If protein degradation is so quick, clearly it is a process that must be heavily controlled to avoid destruction of the wrong polypeptides. The degradation pathways are restricted to degradative subcellular organelles, such as lysosomes, or to macromolecular structures called proteasomes. Proteins are directed to lysosomes by specific signal sequences, often added in a posttranslational modification step. Once in the lysosome, the destruction is nonspecific.


Proteasomes are found in both prokaryotes and eukaryotes, and specific pathways exist to target a protein so that it complexes with a proteasome and is degraded.

In eukaryotes, the most common mechanism for targeting protein for destruction in a proteasome is by ubiquitinylation. Ubiquitin is a small polypeptide (76 amino acids) that is highly conserved in eukaryotes. There is a high  degree of homology between the sequences in species as widespread as yeast and humans. When ubiquitin is linked to a protein, it condemns that protein to destruction in a proteasome. Figure 12.23 shows the mechanism of ubiquitinylation.

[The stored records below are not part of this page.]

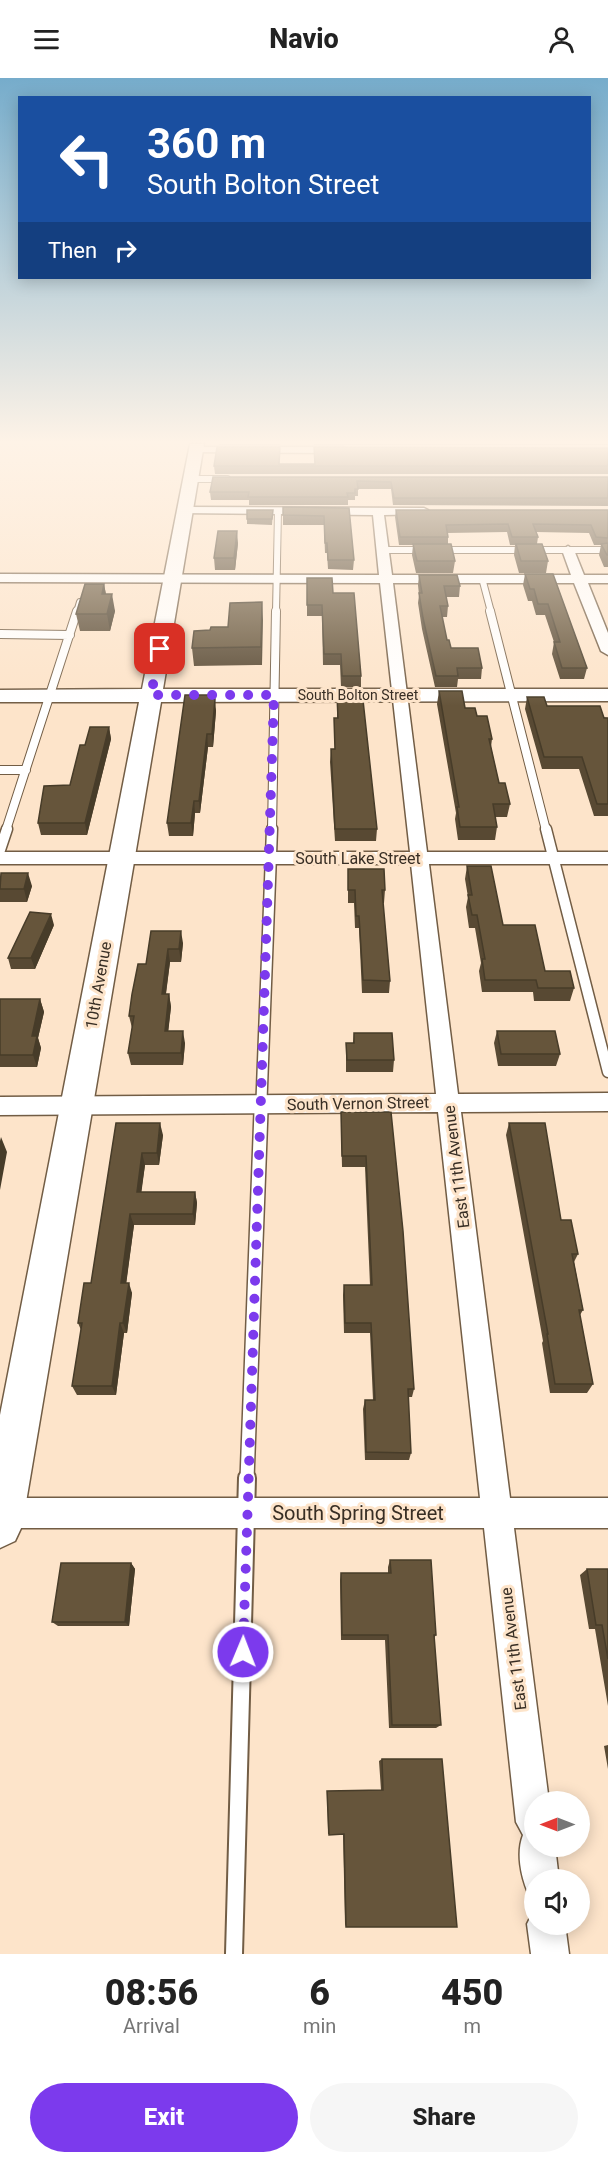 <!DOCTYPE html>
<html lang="en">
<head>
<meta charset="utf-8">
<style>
	:root { --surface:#fff; --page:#f6f6f6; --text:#222; --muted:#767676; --accent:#7c3aed }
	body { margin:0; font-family:Roboto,sans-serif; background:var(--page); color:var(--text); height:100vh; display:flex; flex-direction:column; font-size:22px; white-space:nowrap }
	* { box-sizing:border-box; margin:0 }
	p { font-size:20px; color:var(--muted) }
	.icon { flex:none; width:33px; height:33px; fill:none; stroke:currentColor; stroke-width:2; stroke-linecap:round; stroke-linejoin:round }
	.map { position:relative; height:1876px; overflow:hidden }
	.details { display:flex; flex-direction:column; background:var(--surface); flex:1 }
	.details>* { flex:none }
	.top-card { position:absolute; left:18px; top:18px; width:573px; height:183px; border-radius:0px; box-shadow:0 3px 15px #0003; background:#1a4fa0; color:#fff; overflow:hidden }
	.needle { width:39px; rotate:270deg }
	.controls { position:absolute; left:524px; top:1713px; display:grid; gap:12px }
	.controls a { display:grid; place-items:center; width:66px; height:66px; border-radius:50%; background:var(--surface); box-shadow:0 3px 15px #0003; font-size:30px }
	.pin { position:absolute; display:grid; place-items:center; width:51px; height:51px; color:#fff; margin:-26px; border-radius:12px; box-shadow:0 3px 9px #0006 }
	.me { position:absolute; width:66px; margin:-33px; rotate:1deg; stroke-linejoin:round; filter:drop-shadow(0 0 4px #0008) }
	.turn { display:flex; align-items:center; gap:21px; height:126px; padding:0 30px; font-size:27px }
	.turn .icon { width:78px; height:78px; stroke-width:2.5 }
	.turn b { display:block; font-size:42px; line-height:51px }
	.then { display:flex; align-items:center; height:57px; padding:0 30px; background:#0003; gap:12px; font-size:22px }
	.eta { display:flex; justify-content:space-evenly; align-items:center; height:102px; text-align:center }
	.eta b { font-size:36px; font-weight:800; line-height:42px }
	.action { display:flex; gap:12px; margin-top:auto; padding:12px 30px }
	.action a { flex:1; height:69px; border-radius:36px; background:var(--accent); color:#fff; font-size:24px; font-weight:800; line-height:69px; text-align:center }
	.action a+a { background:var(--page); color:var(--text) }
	header { display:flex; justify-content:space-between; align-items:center; height:78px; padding:0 30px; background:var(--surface); font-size:27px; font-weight:800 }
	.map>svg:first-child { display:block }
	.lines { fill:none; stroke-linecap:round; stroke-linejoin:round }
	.service-far4-casing { stroke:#725d45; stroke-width:8 }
	.service-far3-casing { stroke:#725d45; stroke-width:10 }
	.service-far2-casing { stroke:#725d45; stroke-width:13 }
	.service-far1-casing { stroke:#725d45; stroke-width:16 }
	.service-casing { stroke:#725d45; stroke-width:20 }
	.minor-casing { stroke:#725d45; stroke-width:3 }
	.secondary-casing { stroke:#725d45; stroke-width:3 }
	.service-far4 { stroke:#fff; stroke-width:6 }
	.service-far3 { stroke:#fff; stroke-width:8 }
	.service-far2 { stroke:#fff; stroke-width:10 }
	.service-far1 { stroke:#fff; stroke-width:13 }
	.service { stroke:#fff; stroke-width:16 }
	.minor { fill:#fff; fill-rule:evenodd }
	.secondary { fill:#fff; fill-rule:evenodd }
	.wall { fill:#584933 }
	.shaded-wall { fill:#473c29 }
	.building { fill:#66553b; stroke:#473c29; stroke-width:1.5 }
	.route { stroke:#7c3aed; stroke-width:10; stroke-dasharray:0 18 }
	.labels { text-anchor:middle; stroke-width:6; stroke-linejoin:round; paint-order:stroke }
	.far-street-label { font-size:14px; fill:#382e24; stroke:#fde4ca }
	.street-label { font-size:16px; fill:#382e24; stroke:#fde4ca }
	.near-street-label { font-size:20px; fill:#382e24; stroke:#fde4ca }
</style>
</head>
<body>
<header><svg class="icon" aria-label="menu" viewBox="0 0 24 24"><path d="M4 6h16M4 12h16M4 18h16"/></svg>Navio<svg class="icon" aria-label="person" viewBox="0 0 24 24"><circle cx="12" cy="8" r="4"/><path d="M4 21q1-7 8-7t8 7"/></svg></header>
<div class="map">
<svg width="608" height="1876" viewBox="0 0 608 1876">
	<rect width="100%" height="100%" fill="#fde4ca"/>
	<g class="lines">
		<defs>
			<path id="service-far4" d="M191 401H227
				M382 472H425
				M440 472H608
				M482 500 491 534
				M77 534 80 524
				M276 534 278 433"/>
			<path id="service-far3" d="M490 533 546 752
				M0 556 70 557
				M0 692H26
				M6 752 77 533
				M272 752 276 533"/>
			<path id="service-far2" d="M546 751 608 994
				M0 772 7 751
				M261 1035 272 751"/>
			<path id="service-far1" d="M247 1401 261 1033"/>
			<path id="service" d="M234 1876 247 1400"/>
			<path id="minor" d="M196 369H343L348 372 343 375 192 374 191 372Z
				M185 429 424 430 428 432V436L384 437 392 497H571L562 472 568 468 574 472 584 497H608V505H588L608 555V577L601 573 574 505H393L427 774H608V786H429L458 1016 608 1015V1033L461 1034 510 1420H608V1450H514L549 1724H534V1768H555L559 1802H534V1818L528 1815C521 1798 516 1775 523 1757L516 1744 484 1450H0V1420H480L438 1034 0 1037V1019L436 1016 411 786H0V774H410L380 505 0 504V496L379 497 373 437 181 435 179 433Z
				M534 1832V1846H565L569 1876H531L527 1846Z"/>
			<path id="secondary" d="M190 366H204L163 611H608V623L161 624 22 1448 15 1463 0 1470V1337L139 624H0V612L142 611Z"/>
		</defs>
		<use href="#service-far4" class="service-far4-casing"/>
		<use href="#service-far3" class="service-far3-casing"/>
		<use href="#service-far2" class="service-far2-casing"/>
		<use href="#service-far1" class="service-far1-casing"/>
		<use href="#service" class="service-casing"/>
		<use href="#minor" class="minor-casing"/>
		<use href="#secondary" class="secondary-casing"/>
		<use href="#service-far4" class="service-far4"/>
		<use href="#service-far3" class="service-far3"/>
		<use href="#service-far2" class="service-far2"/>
		<use href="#service-far1" class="service-far1"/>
		<use href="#service" class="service"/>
		<use href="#minor" class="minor"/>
		<use href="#secondary" class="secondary"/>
	</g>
	<path class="wall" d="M219 366H280V367H219Z
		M314 366H608V367H314Z
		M608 370V396H215L214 388 279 386H315Z
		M213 399H608V428L393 427 391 411H358V418H355V422H348V427H249V422H211L210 414Z
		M283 429 349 430 354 482 353 492 328 491 327 475H325L324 447H283Z
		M273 432 272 447 247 446V441Z
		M396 432H608V489H604L599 477 601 467H594L589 455 536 454 538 459 537 466 548 483 546 495H519L514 477 515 467H510L507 454 447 455 448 459V466L455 483 453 495H416L412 477 413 467H399L395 439Z
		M238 465 235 492H215L214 480Z
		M525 496H553L587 590 584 601H560L552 576 554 564 545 537H536L532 523H528L523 507Z
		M419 497 460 508 459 519H446L448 528 447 539H442L447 562 451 570 482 590 481 601H458L457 609H435L422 551 418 525 419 517 418 507Z
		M307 500 333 515 361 598V609H341L340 587H323L322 538H307Z
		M104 506 106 516 115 533 110 553H80L76 536Z
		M262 524V587L194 588 192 570 228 549Z
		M439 613 477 638 492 661 491 669 499 705 510 726 507 739H495L497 749 495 762H458L455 741 456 735 437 626Z
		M337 618 377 751 376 763H335L330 684 331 671H335L334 640H337Z
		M527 619 547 628 608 640V739V738H594L579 691H542L525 631Z
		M213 621 216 633 213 669H208L200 735H195L193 758H169L167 745Z
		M109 649 111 661 87 757H41L38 745 70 707 85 667Z
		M467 788 503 847 545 893 574 910 570 923H534L533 914H482L479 893 481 885 475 850H469L466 829 468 819 465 801Z
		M348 791 385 812 384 825H383L390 903 389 915H362L359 850H355L354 825H348Z
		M0 798 32 808 27 824H0Z
		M54 847 35 891H11L8 880Z
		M151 853 183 865 181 884H170L166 916H169L171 929 168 953 185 965 183 987H131L128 975 132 950 129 938 146 886Z
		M0 921H40L44 934 38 960 41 970 37 989H0Z
		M497 953 560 976 556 988H498L494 965Z
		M354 955 394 982 393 994H346V965H353Z
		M341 1034H391L414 1311 412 1319H408L411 1375 409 1382H365L363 1331 365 1322H373L370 1255H344L343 1217 344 1207H370L365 1089H342L341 1046Z
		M116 1045 163 1057 159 1087H145L141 1114H195L197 1125 195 1147H134L126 1205 132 1215 127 1255H124L116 1317H77L72 1308 81 1252 78 1245 91 1205Z
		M509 1045 578 1176 574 1184 583 1232 580 1237 593 1306 587 1315H550L542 1265 543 1263 506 1057Z
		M390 1482 436 1557 434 1560 441 1647 436 1650H389L385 1562H341L340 1502 341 1495H388V1489Z
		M131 1485 135 1491 129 1548H58L52 1544Z
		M587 1491H608V1628L595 1551H589L580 1497Z
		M608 1667V1691L604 1668Z
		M382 1681H442L346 1849 345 1846 343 1756H328L327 1714V1713L381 1712 379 1683Z"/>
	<path class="shaded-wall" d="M237 453 238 465 235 492 234 480Z
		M104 506 107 523 102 516Z
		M112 516 115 533 110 553 107 536Z
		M262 524 263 542 262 587 261 569Z
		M215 621 216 633 213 669 212 656Z
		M109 649 111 661 87 757 85 745Z
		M207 656 208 669 200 735 199 723Z
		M194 723 195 735 193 758 191 745Z
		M28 795 32 808 27 824 24 811Z
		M51 836 54 847 35 891 31 880Z
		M181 853 183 865 181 884 179 871Z
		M168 871 170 884 164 929 162 916Z
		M169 916 171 929 167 965 165 953Z
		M40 921 44 934 38 960 41 970 37 989 33 977 32 958Z
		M183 953 185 965 183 987 181 975Z
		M160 1045 163 1057 159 1087 157 1075Z
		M1 1059 7 1074 0 1112V1063Z
		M142 1075 145 1087 140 1125 137 1114Z
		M195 1114 197 1125 195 1147 193 1136Z
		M130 1136 134 1147 125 1215 121 1205Z
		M129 1205 132 1215 127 1255 123 1245Z
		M120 1245 124 1255 116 1317 112 1308Z
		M131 1485 135 1491 129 1548 125 1544Z"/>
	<path class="building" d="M217 369H280L279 386H315L314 369 608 370V388H214Z
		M213 399H608V420H394L391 404 357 403 358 411H355V415H347L348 419H248L249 414H210Z
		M283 429 349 430 354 482H328L327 465H325L324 438 283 437Z
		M247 432H273L272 441H247Z
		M396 432H608V460L596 459 591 447 533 446 538 459H512L508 446 446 447 448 459H400Z
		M218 453H237L234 480H214Z
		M608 465V477H607L601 466Z
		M413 466H451L455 483H417Z
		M516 466H542L548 483H521Z
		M525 496H553L587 590H562L554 564H560L548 526H538L534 511H530Z
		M419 497H457L460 508H444L448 528H440L447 562H449L451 570H478L482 590H457L458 598H436L423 540 419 515H422Z
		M307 500H332L333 515H354L361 598H342L341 576H324L322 527H307Z
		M85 506H104L102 516H112L107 536H76Z
		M262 524 261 569 192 570 194 553 210 552 211 549H228L230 525Z
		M343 613H362L377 751H335L331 671H335L334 640H338L337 618H343Z
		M439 613H462L465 630H475L477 638H487L492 661H489L499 705H505L510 726H493L497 749H460L457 729H459Z
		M185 617H212V621H215L212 656H207L199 723H194L191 745H167Z
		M527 619H544L547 628H600L604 640H608V726H597L582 679H544Z
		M90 649H109L85 745H38L44 708 70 707 80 667H85Z
		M467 788H491L503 847H535L545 893H570L574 910H538L536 902H485L482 881H485L477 837H472L468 817H472Z
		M348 791H384L385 812H382L390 903 363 902 359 838H356L355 812H348Z
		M1 795H28L24 811H0Z
		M30 834 51 836 31 880H8Z
		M151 853H181L179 871H168L162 916H169L165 953H183L181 975H128L134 938H129L132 916 138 886H146Z
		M0 921H40L32 958H37L33 977H0Z
		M497 953H555L560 976H501Z
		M354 955H392L394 982H347L346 965H354Z
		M341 1034H391L403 1153 414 1311H408L411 1375 366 1374 365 1322H375L371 1245H345L344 1207H372L366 1078H342Z
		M116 1045H160L157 1075H142L137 1114H195L193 1136H130L121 1205H129L123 1245H120L112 1308H72L82 1245H78L84 1205H91Z
		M509 1045H545L561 1142H571L578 1176H572L583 1232H579L593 1306H555L547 1256H548Z
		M390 1482H431L436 1557H434L441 1647H392L388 1557H342L341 1495H391Z
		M61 1485H131L125 1544H52Z
		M587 1491H608V1581L602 1547H596Z
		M382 1681H442L457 1849H346L344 1756 329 1757 327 1713 383 1712Z"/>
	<linearGradient id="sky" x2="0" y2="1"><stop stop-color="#76accb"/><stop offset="0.58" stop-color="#fef3e7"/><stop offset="1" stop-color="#fef3e7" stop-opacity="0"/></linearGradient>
	<rect width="608" height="628" fill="url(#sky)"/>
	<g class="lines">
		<path class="route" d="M160 571 151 617H274L243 1574"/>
	</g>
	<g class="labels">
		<g class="far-street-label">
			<text x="358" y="622">South Bolton Street</text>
		</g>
		<g class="street-label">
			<text x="358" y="786">South Lake Street</text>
			<text transform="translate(98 907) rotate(-80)" y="6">10th Avenue</text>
			<text transform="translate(358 1025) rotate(-1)" y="6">South Vernon Street</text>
			<text transform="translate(456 1089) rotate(-97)" y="6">East 11th Avenue</text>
			<text transform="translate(513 1571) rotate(-97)" y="6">East 11th Avenue</text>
		</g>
		<g class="near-street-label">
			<text x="358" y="1442">South Spring Street</text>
		</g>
	</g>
</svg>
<div class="controls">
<a><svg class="needle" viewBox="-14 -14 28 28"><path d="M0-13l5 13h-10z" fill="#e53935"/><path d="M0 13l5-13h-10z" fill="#767676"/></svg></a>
<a><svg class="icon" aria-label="sound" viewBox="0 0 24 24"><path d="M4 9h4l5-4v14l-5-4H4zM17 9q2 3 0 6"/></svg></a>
</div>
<div class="pin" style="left:160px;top:571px;background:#d93025"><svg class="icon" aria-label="arrive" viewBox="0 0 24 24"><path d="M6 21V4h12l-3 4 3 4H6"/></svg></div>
<svg class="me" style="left:243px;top:1574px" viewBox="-20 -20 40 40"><circle r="17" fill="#7c3aed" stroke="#fff" stroke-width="3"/><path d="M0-11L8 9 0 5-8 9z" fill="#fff"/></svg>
<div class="top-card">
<div class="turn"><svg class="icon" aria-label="left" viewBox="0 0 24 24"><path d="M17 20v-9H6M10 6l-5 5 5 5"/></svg><div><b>360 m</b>South Bolton Street</div></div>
<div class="then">Then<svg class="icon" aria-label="right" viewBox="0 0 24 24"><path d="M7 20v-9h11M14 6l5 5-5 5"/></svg></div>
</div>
</div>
<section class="details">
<div class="eta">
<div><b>08:56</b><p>Arrival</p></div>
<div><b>6</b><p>min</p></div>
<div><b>450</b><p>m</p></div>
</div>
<div class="action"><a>Exit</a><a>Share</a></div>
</section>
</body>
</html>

Three enzymes are involved—ubiquitin-activating enzyme (E1), ubiquitin-carrier protein (E2), and ubiquitin-protein ligase (E3). The ligase transfers the ubiquitin to free amino groups on the targeted protein, either the N-terminus or lysine side chains. Proteins must have a free α-amino group to be susceptible, so proteins that are modified at the N-terminus—with an acetyl group, for instance—are  protected from ubiquitin-mediated degradation. The nature of the N-terminal amino acid also influences its susceptibility to ubiquitinylation. Proteins with Met, Ser, Ala, Thr, Val, Gly, or Cys at the N-terminus are resistant. Those with Arg, Lys, His, Phe, Tyr, Trp, Leu, Asn, Gln, Asp, or Glu at the N-terminus have very short half-lives, between 2 and 30 minutes. Proteins with an acidic residue at the N-terminus have a requirement for tRNA as part of their destruction pathway. The tRNA for arginine, Arg-tRNAarg, is used to transfer arginine to the N-terminus, making the protein much more susceptible to the ubiquitin ligase (Figure 12.24). The following Biochemical Connections box gives an interest-ing example of how transcription regulation and protein degradation work together to control the process of acclimation to high altitude.


Proteins are degraded in subcellular organelles, such as lysosomes, or in macromolecular structures called proteasomes.

Many proteins are targeted for destruction by being bound to a protein called ubiquitin.

The nature of the amino acid sequence at the N-terminus is often very important to control of the timing of destruction of a protein.